There were 53,460 households, out of which 31.50% had children under the age of 18 living with them, 43.88% were married couples living together, 15.95% had a female householder with no spouse present, and 34.66% were non-families. 29.80% of all households were made up of individuals, and 14.00% had someone living alone who was 65 years of age or older. The average household size was 2.74 and the average family size was 3.47.

The township's age distribution consisted of 22.1% under the age of 18, 8.2% from 18 to 24, 27.4% from 25 to 44, 26.4% from 45 to 64, and 15.9% who were 65 years of age or older. The median age was 39.2 years. For every 100 females, there were 94.7 males. For every 100 females age 18 and over, there were 90.2 males.

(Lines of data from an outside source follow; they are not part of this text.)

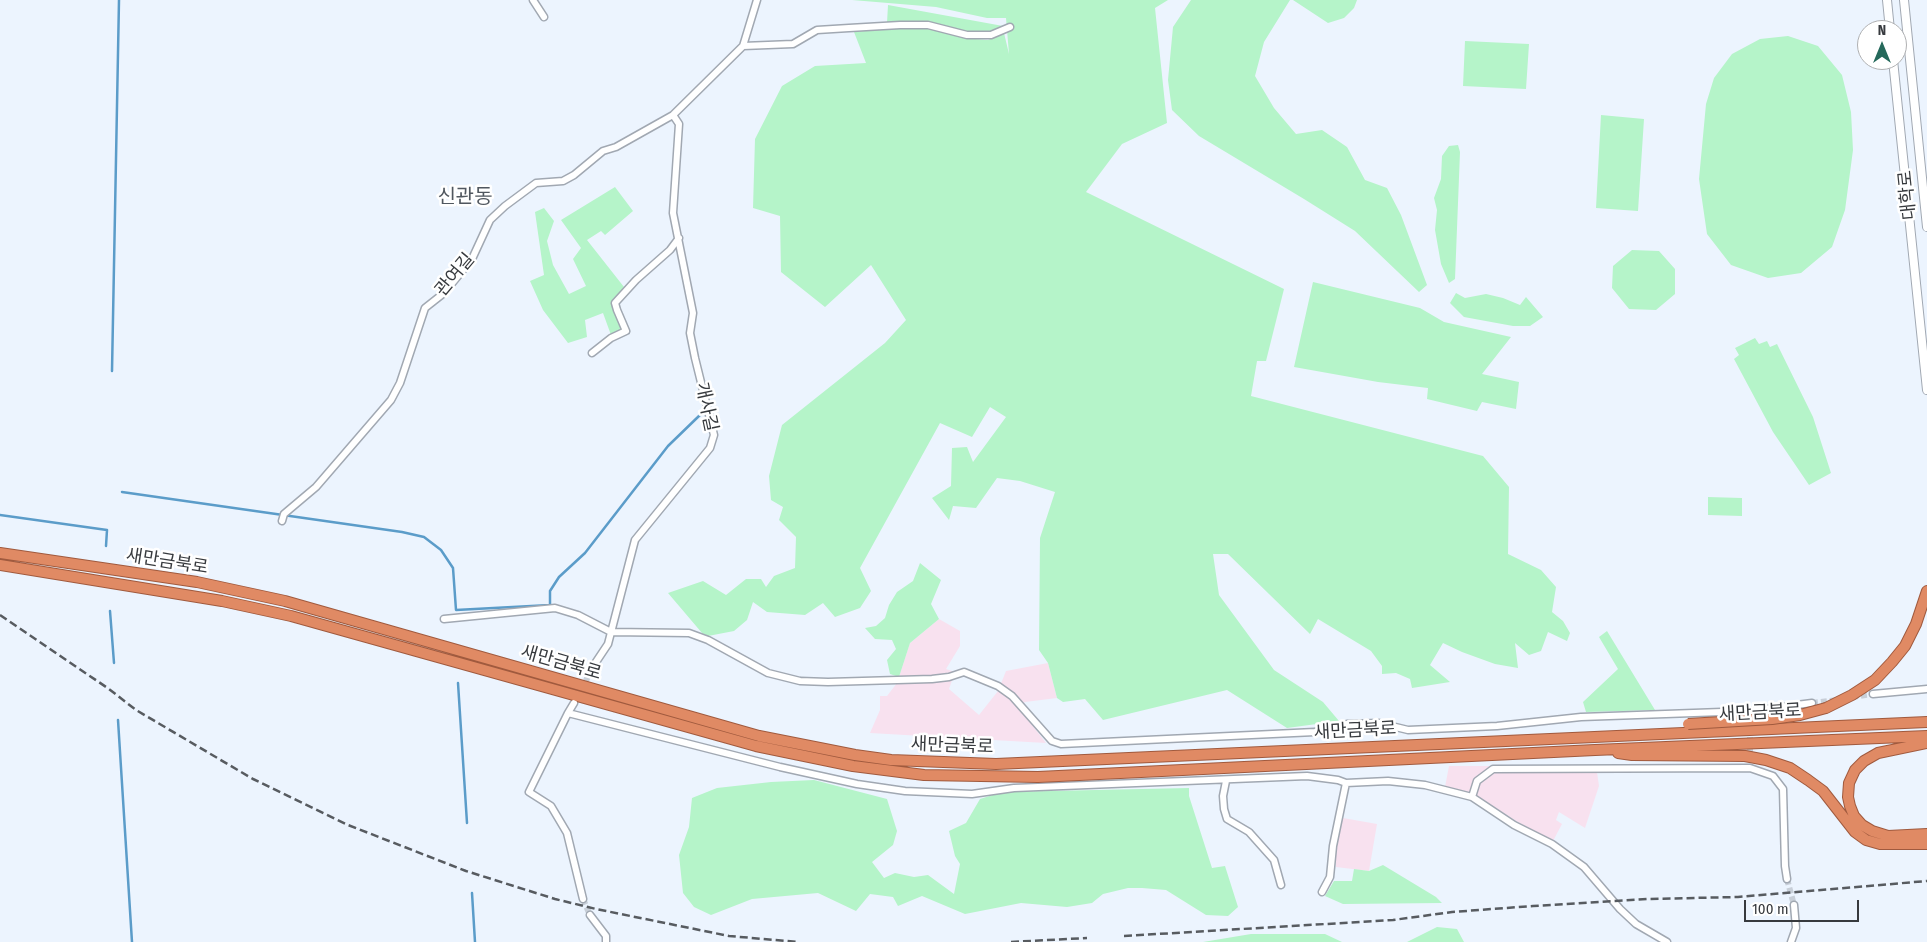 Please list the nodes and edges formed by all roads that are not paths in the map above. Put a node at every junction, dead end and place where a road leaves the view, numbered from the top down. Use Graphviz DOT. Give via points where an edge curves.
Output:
graph roads {
  1 [pos="533,0"];
  2 [pos="757,0"];
  3 [pos="1887,0"];
  4 [pos="1905,2"];
  5 [pos="544,17"];
  6 [pos="1889,20"];
  7 [pos="1010,27"];
  8 [pos="743,46"];
  9 [pos="1894,70"];
  10 [pos="673,115"];
  11 [pos="1927,227"];
  12 [pos="679,238"];
  13 [pos="1924,325"];
  14 [pos="592,353"];
  15 [pos="1927,390"];
  16 [pos="283,518"];
  17 [pos="0,553"];
  18 [pos="0,565"];
  19 [pos="1927,591"];
  20 [pos="444,619"];
  21 [pos="611,632"];
  22 [pos="592,668"];
  23 [pos="1927,689"];
  24 [pos="1873,694"];
  25 [pos="574,703"];
  26 [pos="1812,703"];
  27 [pos="568,713"];
  28 [pos="1927,722"];
  29 [pos="1632,735"];
  30 [pos="1927,736"];
  31 [pos="1927,743"];
  32 [pos="1595,750"];
  33 [pos="1226,781"];
  34 [pos="1346,783"];
  35 [pos="1472,796"];
  36 [pos="1927,834"];
  37 [pos="1927,844"];
  38 [pos="1787,879"];
  39 [pos="1281,885"];
  40 [pos="1322,892"];
  41 [pos="582,899"];
  42 [pos="1794,905"];
  43 [pos="590,915"];
  44 [pos="606,942"];
  45 [pos="1667,942"];
  46 [pos="1791,942"];
  1 -- 5 [label="street"];
  2 -- 8 [label="street, 관여길"];
  3 -- 6 [label="street"];
  4 -- 11 [label="street, 대학로"];
  7 -- 8 [label="street" via="991,35 967,35 928,25 817,30 793,44"];
  8 -- 10 [label="street, 관여길"];
  9 -- 13 [label="street, 대학로"];
  10 -- 12 [label="street, 개사길" via="679,124 673,212"];
  10 -- 16 [label="street, 관여길" via="603,151 563,181 536,183 490,220 472,259 444,293 425,308 400,383 391,400 316,487"];
  12 -- 14 [label="street" via="615,303 626,331"];
  12 -- 21 [label="street, 개사길" via="693,313 690,333 714,435 710,448 635,540"];
  13 -- 15 [label="street, 대학로"];
  17 -- 29 [label="highway, 새만금북로" via="197,582 285,601 759,736 891,760 996,764"];
  18 -- 32 [label="highway, 새만금북로" via="274,612 756,746 853,766 924,775 1038,777"];
  19 -- 29 [label="highway, bridge" via="1916,624 1892,662 1875,680 1826,708 1772,719 1688,724"];
  20 -- 21 [label="street" via="555,608 578,615"];
  21 -- 22 [label="street, 개사길" via="608,644"];
  21 -- 26 [label="street" via="690,634 708,640 768,673 800,681 932,679 964,672 998,686 1012,696 1052,741 1060,744 1315,732 1347,724 1379,723 1408,730 1497,726 1581,717 1750,711"];
  23 -- 24 [label="street"];
  25 -- 27 [label="street"];
  27 -- 33 [label="street" via="780,767 857,784 905,790 972,794 1014,788"];
  27 -- 41 [label="street" via="529,792 551,806 567,833"];
  28 -- 29 [label="highway, 새만금북로"];
  30 -- 32 [label="highway, 새만금북로"];
  31 -- 36 [label="highway" via="1878,753 1864,761 1849,783 1848,796 1850,806 1862,825 1872,831 1888,836"];
  32 -- 37 [label="highway" via="1632,755 1745,756 1766,760 1790,768 1823,791 1855,832 1866,840 1880,844"];
  33 -- 34 [label="street" via="1307,776"];
  33 -- 39 [label="street" via="1223,796 1227,819 1249,832 1274,860"];
  34 -- 35 [label="street" via="1388,780"];
  34 -- 40 [label="street" via="1330,878"];
  35 -- 38 [label="street" via="1477,781 1493,769 1750,768 1774,776 1783,789"];
  35 -- 45 [label="street" via="1584,867 1636,924"];
  42 -- 46 [label="street" via="1796,928"];
  43 -- 44 [label="street" via="606,936"];
}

The median income for a household in the township was $67,891, and the median income for a family was $82,986. Males had a median income of $43,874 versus $36,071 for females. The per capita income for the township was $32,486. About 6.5% of families and 9.4% of the population were below the poverty line, including 12.2% of those under age 18 and 9.0% of those age 65 or over.

Historical population
| Census | Pop. | Note | %± |
| 1930 | 69,519 |  | — |
| 1940 | 73,349 |  | 5.5% |
| 1950 | 98,228 |  | 33.9% |
| 1960 | 160,275 |  | 63.2% |
| 1970 | 172,536 |  | 7.6% |
| 1980 | 156,519 |  | −9.3% |
| 1990 | 152,443 |  | −2.6% |
| 2000 | 155,831 |  | 2.2% |
| 2010 | 151,704 |  | −2.6% |
| 2020 | 151,209 |  | −0.3% |
U.S. Decennial Census

==Education==
The following public high school districts serve portions of Proviso Township: Lyons Township (La Grange Park and Western Springs), Riverside-Brookfield (Brookfield, North Riverside and Riverside) and Proviso Township High Schools (Forest Park, Westchester, Maywood, Berkley, Hillside, Melrose Park, Stone Park, Broadview and Bellwood).

==Political districts==
- Illinois' 3rd Congressional District
- Illinois' 7th Congressional District
- State House District 07
- State House District 08
- State House District 21
- State House District 41
- State House District 77
- State House District 78
- State Senate District 04
- State Senate District 11
- State Senate District 21
- State Senate District 39
- Cook County Commissioner District 1
- Cook County Commissioner District 16

===Company B of the 192nd Tank Battalion===
Some graduates of the early 1940s were members of Company B of the 192nd Tank Battalion, an Illinois National Guard Unit, whose involvement in the Bataan Death March during World War II, has been commemorated every year in Maywood since 1942. 137 township residents were killed or captured during the event.